> **PROBLEM REQUIREMENTS**
Return every line in the entries below where the word "dead" shows up.

_ _ _ _ _ _ _

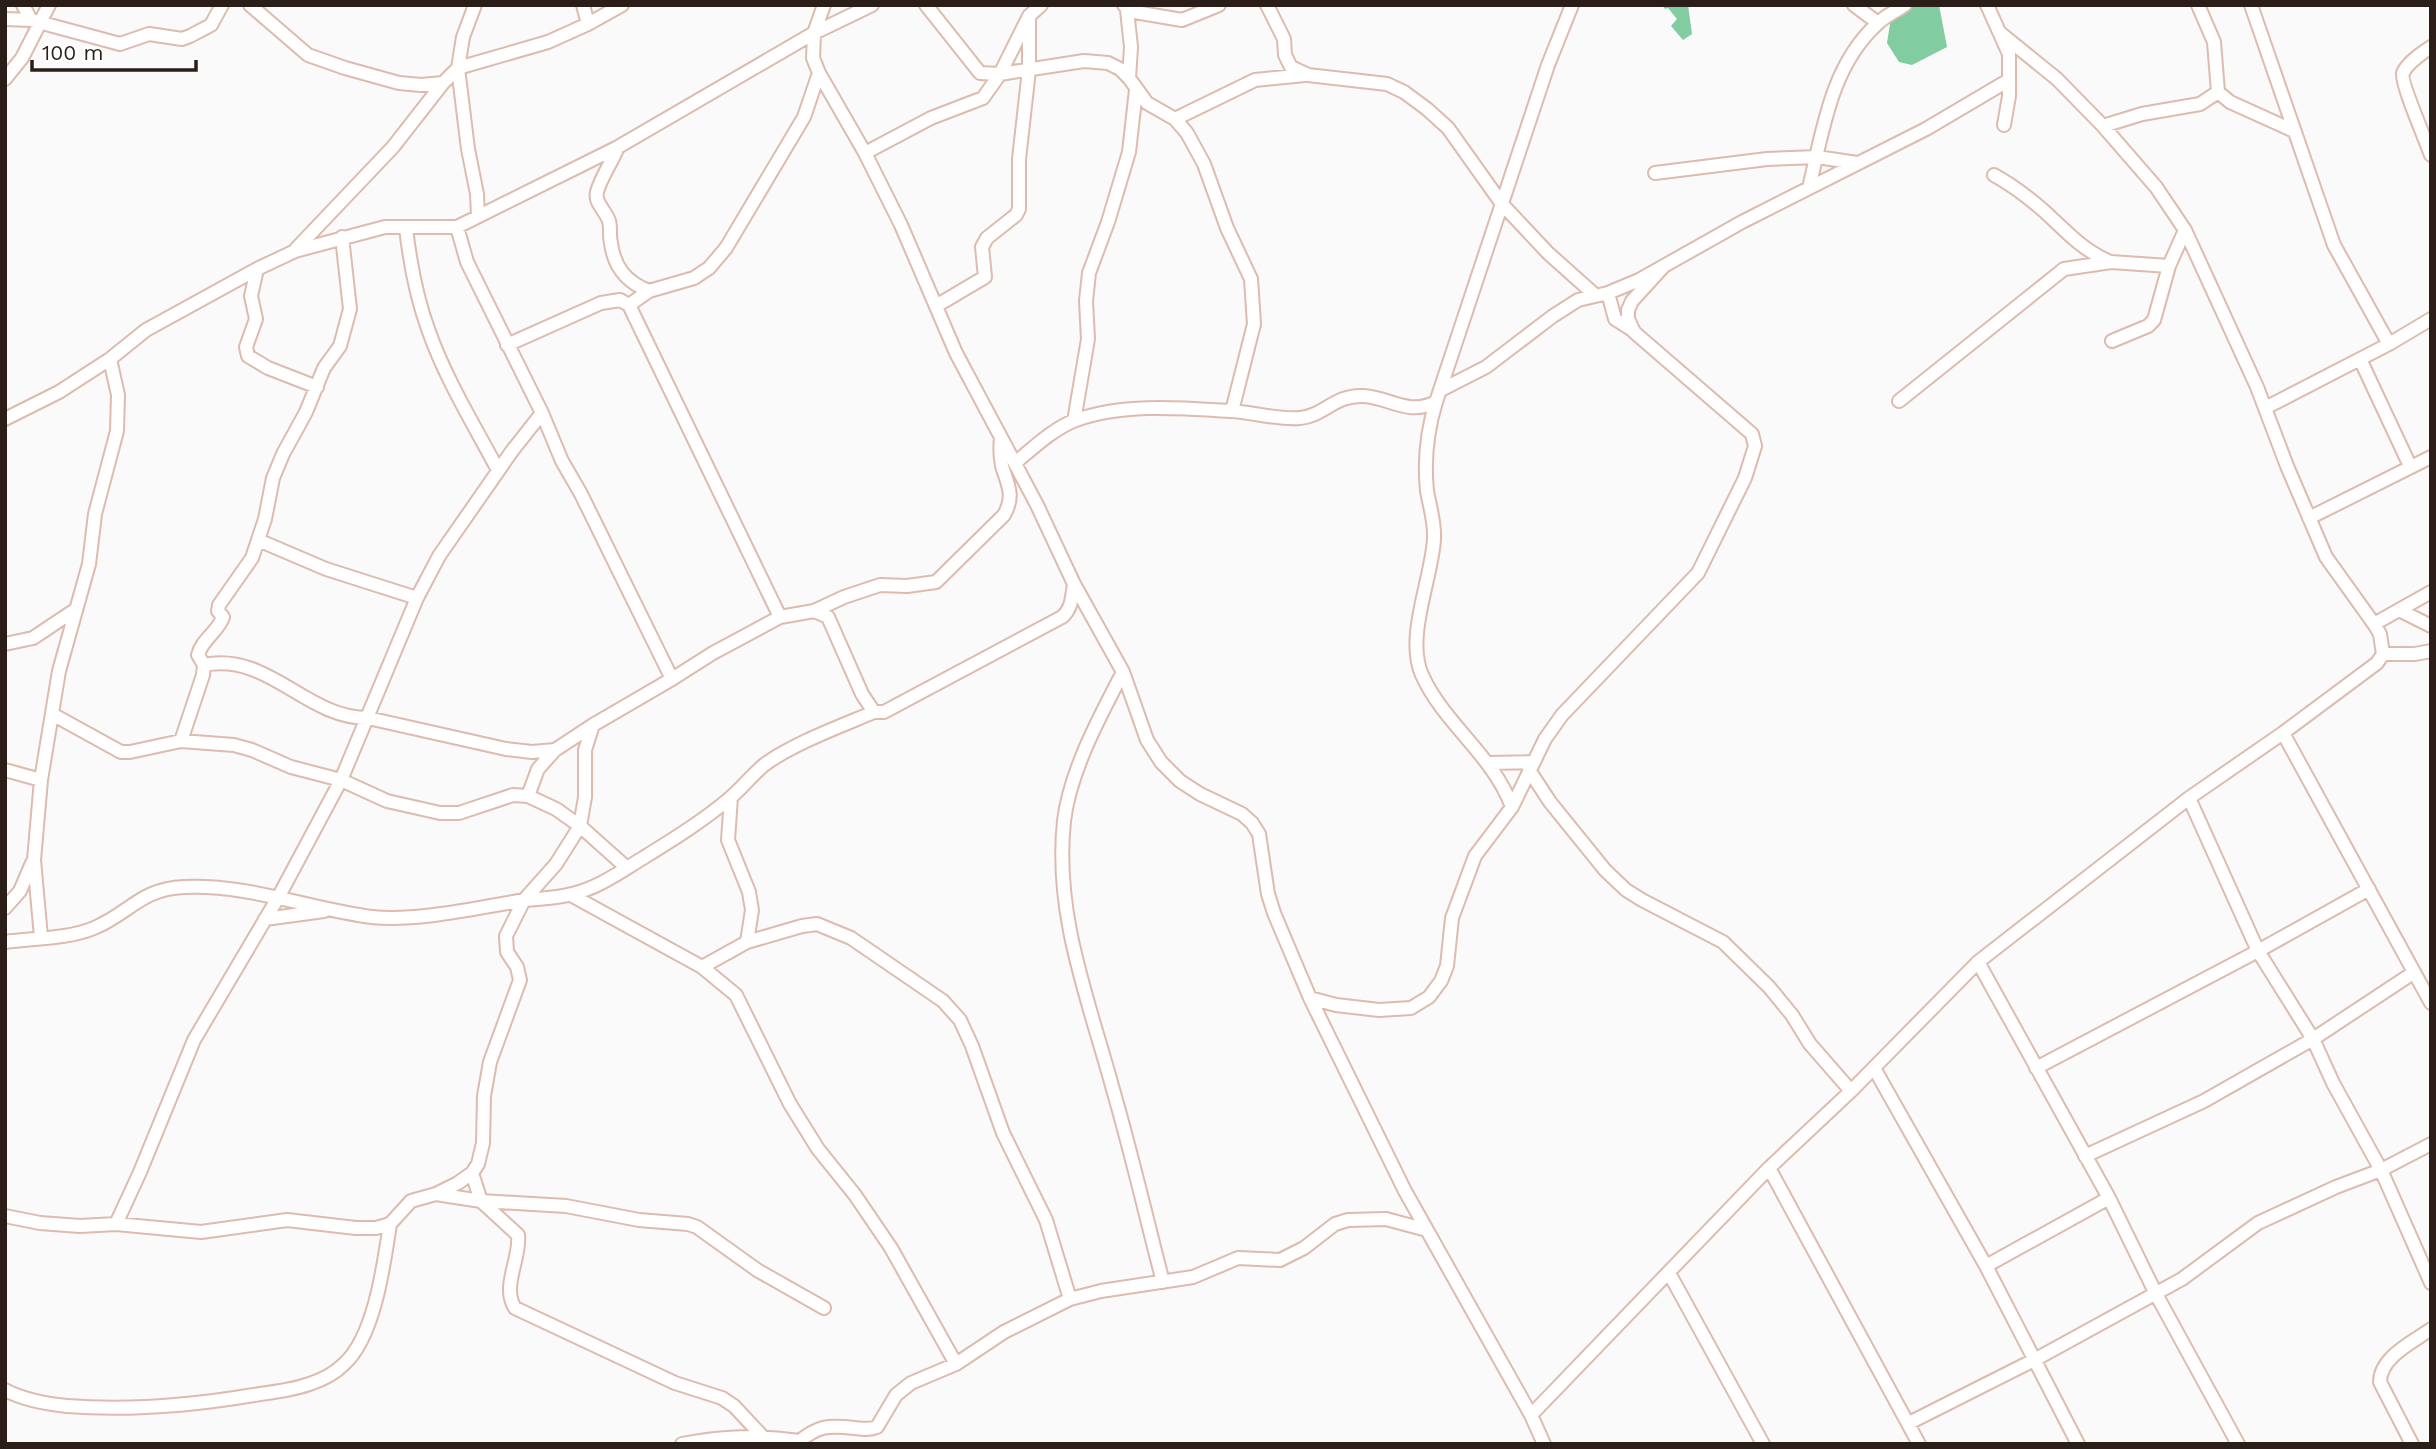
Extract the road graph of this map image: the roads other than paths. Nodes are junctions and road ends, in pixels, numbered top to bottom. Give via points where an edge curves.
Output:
1 (23, 5) edge
2 (49, 5) edge
3 (222, 5) edge
4 (250, 5) edge
5 (475, 5) edge
6 (583, 5) edge
7 (622, 5) edge
8 (872, 5) edge
9 (926, 5) edge
10 (1041, 5) edge
11 (1219, 5) edge
12 (1266, 5) edge
13 (1572, 5) edge
14 (1854, 5) edge
15 (1872, 5) edge
16 (1905, 5) edge
17 (1987, 5) edge
18 (2198, 5) edge
19 (2251, 5) edge
20 (823, 6) edge
21 (1125, 8) edge
22 (1029, 16) junction
23 (5, 19) edge
24 (36, 22) junction
25 (1875, 22) junction
26 (588, 24) junction
27 (1999, 32) junction
28 (814, 33) junction
29 (2431, 47) edge
30 (1285, 55) junction
31 (458, 68) junction
32 (1029, 70) junction
33 (819, 73) junction
34 (1000, 74) junction
35 (1308, 75) junction
36 (1273, 77) junction
37 (5, 79) edge
38 (2009, 80) junction
39 (443, 83) junction
40 (1133, 84) junction
41 (2218, 92) junction
42 (1175, 119) junction
43 (2004, 125) dead end
44 (2103, 126) junction
45 (2294, 131) junction
46 (618, 147) junction
47 (864, 153) junction
48 (2431, 155) edge
49 (1817, 157) junction
50 (1857, 163) junction
51 (1655, 173) dead end
52 (1994, 175) dead end
53 (1809, 188) junction
54 (1502, 204) junction
55 (478, 216) junction
56 (457, 227) junction
57 (406, 228) junction
58 (2185, 230) junction
59 (342, 237) junction
60 (295, 251) junction
61 (2111, 262) junction
62 (2169, 265) junction
63 (1662, 267) junction
64 (257, 269) junction
65 (649, 291) junction
66 (1601, 294) junction
67 (628, 305) junction
68 (936, 306) junction
69 (2431, 319) edge
70 (1634, 332) junction
71 (2112, 341) dead end
72 (2389, 344) junction
73 (507, 345) junction
74 (110, 359) junction
75 (2360, 359) junction
76 (317, 387) junction
77 (1438, 396) junction
78 (1899, 401) dead end
79 (2264, 408) junction
80 (1232, 411) junction
81 (542, 413) junction
82 (5, 419) edge
83 (1074, 421) junction
84 (1001, 437) junction
85 (2431, 457) edge
86 (1014, 463) junction
87 (2410, 466) junction
88 (498, 470) junction
89 (2309, 518) junction
90 (258, 540) junction
91 (1074, 584) junction
92 (2431, 592) edge
93 (417, 598) junction
94 (75, 610) junction
95 (2399, 610) junction
96 (814, 611) junction
97 (780, 617) junction
98 (2374, 624) junction
99 (2431, 626) edge
100 (5, 644) edge
101 (2431, 651) edge
102 (2383, 654) junction
103 (204, 665) junction
104 (1123, 673) junction
105 (672, 680) junction
106 (874, 712) junction
107 (52, 714) junction
108 (368, 718) junction
109 (593, 724) junction
110 (2283, 733) junction
111 (181, 741) junction
112 (555, 750) junction
113 (1488, 763) junction
114 (1531, 766) junction
115 (5, 770) edge
116 (41, 780) junction
117 (341, 780) junction
118 (528, 796) junction
119 (731, 797) junction
120 (2189, 798) junction
121 (1512, 807) junction
122 (580, 826) junction
123 (34, 860) junction
124 (627, 868) junction
125 (5, 887) edge
126 (2369, 889) junction
127 (20, 891) junction
128 (571, 895) junction
129 (279, 896) junction
130 (524, 900) junction
131 (5, 908) edge
132 (329, 910) junction
133 (265, 919) junction
134 (41, 937) junction
135 (5, 942) edge
136 (747, 942) junction
137 (2258, 951) junction
138 (1978, 962) junction
139 (702, 967) junction
140 (2413, 973) junction
141 (1310, 998) junction
142 (2431, 1003) edge
143 (2313, 1039) junction
144 (1874, 1068) junction
145 (2036, 1068) junction
146 (1851, 1091) junction
147 (2431, 1144) edge
148 (2085, 1156) junction
149 (1769, 1168) junction
150 (2381, 1171) junction
151 (472, 1173) junction
152 (436, 1194) junction
153 (2109, 1198) junction
154 (481, 1201) junction
155 (5, 1216) edge
156 (116, 1224) junction
157 (390, 1224) junction
158 (1427, 1230) junction
159 (1986, 1266) junction
160 (1669, 1273) junction
161 (1163, 1282) junction
162 (2431, 1283) edge
163 (2156, 1294) junction
164 (1070, 1299) junction
165 (824, 1308) dead end
166 (2431, 1329) edge
167 (2036, 1359) junction
168 (956, 1364) junction
169 (5, 1390) edge
170 (1531, 1415) junction
171 (1909, 1423) junction
172 (762, 1436) junction
173 (798, 1443) edge
174 (682, 1444) edge
175 (1544, 1444) edge
176 (1763, 1444) edge
177 (1919, 1444) edge
178 (2078, 1444) edge
179 (2238, 1444) edge
180 (2412, 1444) edge

1 - 24 street
2 - 24 street
3 - 24 street via 211,25 181,39 149,34 120,44
4 - 39 street via 308,55 399,83
5 - 31 street
6 - 26 street
7 - 26 street
8 - 28 street
9 - 34 street via 980,73
10 - 22 street
11 - 21 street via 1182,20
12 - 30 street via 1284,39
13 - 54 street
14 - 25 street
15 - 25 street
16 - 25 street
17 - 27 street
18 - 41 street via 2214,42
19 - 45 street
20 - 28 street
21 - 40 street
22 - 32 street
22 - 34 street
23 - 24 street
24 - 37 street via 22,58
25 - 49 street via 1835,86
26 - 31 street
27 - 38 street via 2009,54
27 - 44 street via 2057,79
28 - 33 street via 813,58
28 - 46 street
29 - 48 street via 2402,76
30 - 35 street via 1291,67
30 - 36 street
31 - 39 street
31 - 55 street
32 - 34 street
32 - 40 street via 1100,61 1114,65
32 - 68 street via 1019,159 1019,209 982,247 985,277
33 - 47 street
33 - 65 street via 804,117 726,248 694,278
34 - 47 street via 983,98 930,118
35 - 36 street
35 - 54 street via 1387,84 1404,92 1448,128
36 - 42 street via 1255,80
38 - 43 street
38 - 50 street
39 - 60 street via 393,146
40 - 42 street via 1147,103
40 - 83 street via 1129,152 1089,273 1088,339
41 - 44 street via 2200,104
41 - 45 street
42 - 80 street via 1204,164 1251,279 1254,324
44 - 58 street via 2156,187
45 - 72 street via 2334,245
46 - 55 street
46 - 65 street via 597,192 597,202 608,217 616,264 629,281
47 - 68 street
49 - 50 street
49 - 51 street
49 - 53 street
50 - 53 street
52 - 61 street via 2035,203 2090,253
53 - 63 street
54 - 66 street via 1548,253
54 - 77 street
55 - 56 street
56 - 57 street
56 - 73 street via 467,262
57 - 59 street via 385,227
57 - 88 street via 416,291 429,332
58 - 62 street
58 - 79 street
59 - 60 street
59 - 76 street via 350,309 340,346
60 - 64 street
61 - 62 street
61 - 78 street via 2064,269
62 - 71 street via 2154,320
63 - 66 street
63 - 70 street via 1628,310
64 - 74 street via 146,330
64 - 76 street via 251,296 256,319 246,347 248,356
65 - 67 street
66 - 70 street via 1615,319
66 - 77 street via 1578,300
67 - 73 street via 620,300 601,303
67 - 97 street
68 - 84 street
69 - 72 street
70 - 114 street via 1742,424 1752,434 1755,446 1730,512 1698,573 1562,715
72 - 75 street
73 - 81 street
74 - 82 street
74 - 94 street via 118,395 117,431
75 - 79 street
75 - 87 street
76 - 90 street via 273,478
77 - 80 street via 1417,409 1365,396 1349,397 1311,417 1296,419
77 - 113 street via 1428,427 1426,465 1434,540 1418,631 1418,659 1433,696
79 - 89 street
80 - 83 street via 1144,409
81 - 88 street
81 - 105 street
83 - 86 street
84 - 86 street
84 - 96 street via 1009,505 936,582 880,586
85 - 87 street
86 - 91 street
87 - 89 street
88 - 93 street
89 - 98 street via 2326,556
90 - 93 street via 326,569
90 - 103 street via 247,566 219,606 220,625 200,647 198,655
91 - 104 street
91 - 106 street via 1071,604 1062,617 895,708
92 - 95 street
93 - 108 street
94 - 100 street via 33,638
94 - 107 street
95 - 98 street
95 - 99 street
96 - 97 street
96 - 106 street via 828,617
97 - 105 street
98 - 102 street
101 - 102 street
102 - 110 street
103 - 108 street via 247,666 326,709
103 - 111 street
104 - 141 street via 1147,740 1161,762 1200,794 1242,814 1259,834 1273,913
104 - 161 street via 1071,788 1062,861 1067,926
105 - 109 street
106 - 119 street via 782,753
107 - 111 street via 121,752
107 - 116 street
108 - 112 street via 506,749
108 - 117 street
109 - 112 street
109 - 122 street via 585,750
110 - 120 street
110 - 126 street
111 - 117 street via 234,745
112 - 118 street via 538,769
113 - 114 street
113 - 121 street
114 - 121 street
114 - 146 street via 1550,802 1605,870 1626,890 1723,942 1769,987
115 - 116 street
116 - 123 street
117 - 118 street via 387,801 440,813 459,813 513,795
117 - 129 street
118 - 122 street
119 - 124 street
119 - 136 street via 728,840 750,892 752,910
120 - 137 street
120 - 138 street
121 - 141 street via 1475,856 1452,918 1447,966 1429,997 1411,1008 1390,1010 1363,1010
122 - 124 street
122 - 130 street via 556,864
123 - 127 street
123 - 134 street
124 - 128 street
125 - 127 street
126 - 137 street
126 - 140 street
127 - 131 street
128 - 130 street
128 - 139 street
129 - 132 street
129 - 133 street
129 - 134 street via 208,886 160,889 92,929
130 - 132 street via 421,915 376,917
130 - 151 street via 505,942 520,980 490,1062 482,1154
132 - 133 street
133 - 156 street via 194,1040
134 - 135 street
136 - 139 street
136 - 164 street via 817,924 851,937 943,1001 960,1020 972,1046 1003,1133 1046,1220
137 - 143 street
137 - 145 street
138 - 144 street
138 - 145 street
139 - 168 street via 736,995 790,1104 891,1248
140 - 142 street
140 - 143 street
141 - 158 street
143 - 148 street via 2204,1101
143 - 150 street
144 - 146 street
144 - 159 street
145 - 148 street
146 - 149 street
147 - 150 street
148 - 153 street
149 - 160 street
149 - 171 street
150 - 162 street
150 - 163 street via 2336,1186 2258,1223
151 - 152 street
151 - 154 street
152 - 154 street
152 - 157 street via 411,1201
153 - 159 street
153 - 163 street
154 - 165 street via 566,1206 688,1224
154 - 172 street via 518,1235 510,1295 515,1308 675,1383 722,1398
155 - 156 street via 66,1225
156 - 157 street via 201,1232 287,1220 356,1228
157 - 169 street via 380,1286 357,1348 332,1374 310,1384 226,1399 102,1407 35,1401
158 - 161 street via 1386,1219 1348,1220 1280,1260 1238,1258 1193,1277
158 - 170 street
159 - 167 street
160 - 170 street
160 - 176 street
161 - 164 street
163 - 167 street
163 - 179 street
164 - 168 street via 1004,1332
166 - 180 street via 2391,1357 2380,1376
167 - 171 street
167 - 178 street
168 - 173 street via 903,1389 877,1427 824,1426
170 - 175 street
171 - 177 street
172 - 173 street
172 - 174 street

_ _ _ _ _ _ _

> **REPLY TO THE TASK**
43 (2004, 125) dead end
51 (1655, 173) dead end
52 (1994, 175) dead end
71 (2112, 341) dead end
78 (1899, 401) dead end
165 (824, 1308) dead end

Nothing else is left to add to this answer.